Problem requirements - Retype every record that appears below, unchanged.

[Entries taken from a collection]
☆ ☆ ☆

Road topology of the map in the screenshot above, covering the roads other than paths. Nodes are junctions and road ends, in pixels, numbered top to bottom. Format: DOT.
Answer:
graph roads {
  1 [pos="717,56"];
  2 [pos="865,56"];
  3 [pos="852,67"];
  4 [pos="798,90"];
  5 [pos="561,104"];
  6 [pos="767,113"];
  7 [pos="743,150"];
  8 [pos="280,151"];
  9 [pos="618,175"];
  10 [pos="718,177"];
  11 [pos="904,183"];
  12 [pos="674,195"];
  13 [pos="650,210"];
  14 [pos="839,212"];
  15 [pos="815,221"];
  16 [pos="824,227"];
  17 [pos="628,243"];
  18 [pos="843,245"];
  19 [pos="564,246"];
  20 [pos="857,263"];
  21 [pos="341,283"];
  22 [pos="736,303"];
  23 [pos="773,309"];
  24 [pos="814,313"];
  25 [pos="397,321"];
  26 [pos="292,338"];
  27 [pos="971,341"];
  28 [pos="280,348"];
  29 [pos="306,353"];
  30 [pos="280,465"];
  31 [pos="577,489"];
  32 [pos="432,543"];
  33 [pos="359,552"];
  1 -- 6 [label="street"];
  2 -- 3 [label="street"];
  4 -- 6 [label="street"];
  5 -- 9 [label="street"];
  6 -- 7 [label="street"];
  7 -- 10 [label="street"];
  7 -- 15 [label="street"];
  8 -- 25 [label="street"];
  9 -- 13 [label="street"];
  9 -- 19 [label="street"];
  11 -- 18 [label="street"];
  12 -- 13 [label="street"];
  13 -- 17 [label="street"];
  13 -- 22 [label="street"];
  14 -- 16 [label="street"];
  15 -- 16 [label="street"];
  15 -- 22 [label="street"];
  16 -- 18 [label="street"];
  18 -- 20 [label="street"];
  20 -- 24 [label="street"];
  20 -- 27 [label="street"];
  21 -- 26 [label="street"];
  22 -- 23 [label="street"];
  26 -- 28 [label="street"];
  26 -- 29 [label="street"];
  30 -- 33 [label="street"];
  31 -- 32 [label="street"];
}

☆ ☆ ☆

Task solution -
Road topology of the map in the screenshot above, covering the roads other than paths. Nodes are junctions and road ends, in pixels, numbered top to bottom. Format: DOT.
Answer:
graph roads {
  1 [pos="717,56"];
  2 [pos="865,56"];
  3 [pos="852,67"];
  4 [pos="798,90"];
  5 [pos="561,104"];
  6 [pos="767,113"];
  7 [pos="743,150"];
  8 [pos="280,151"];
  9 [pos="618,175"];
  10 [pos="718,177"];
  11 [pos="904,183"];
  12 [pos="674,195"];
  13 [pos="650,210"];
  14 [pos="839,212"];
  15 [pos="815,221"];
  16 [pos="824,227"];
  17 [pos="628,243"];
  18 [pos="843,245"];
  19 [pos="564,246"];
  20 [pos="857,263"];
  21 [pos="341,283"];
  22 [pos="736,303"];
  23 [pos="773,309"];
  24 [pos="814,313"];
  25 [pos="397,321"];
  26 [pos="292,338"];
  27 [pos="971,341"];
  28 [pos="280,348"];
  29 [pos="306,353"];
  30 [pos="280,465"];
  31 [pos="577,489"];
  32 [pos="432,543"];
  33 [pos="359,552"];
  1 -- 6 [label="street"];
  2 -- 3 [label="street"];
  4 -- 6 [label="street"];
  5 -- 9 [label="street"];
  6 -- 7 [label="street"];
  7 -- 10 [label="street"];
  7 -- 15 [label="street"];
  8 -- 25 [label="street"];
  9 -- 13 [label="street"];
  9 -- 19 [label="street"];
  11 -- 18 [label="street"];
  12 -- 13 [label="street"];
  13 -- 17 [label="street"];
  13 -- 22 [label="street"];
  14 -- 16 [label="street"];
  15 -- 16 [label="street"];
  15 -- 22 [label="street"];
  16 -- 18 [label="street"];
  18 -- 20 [label="street"];
  20 -- 24 [label="street"];
  20 -- 27 [label="street"];
  21 -- 26 [label="street"];
  22 -- 23 [label="street"];
  26 -- 28 [label="street"];
  26 -- 29 [label="street"];
  30 -- 33 [label="street"];
  31 -- 32 [label="street"];
}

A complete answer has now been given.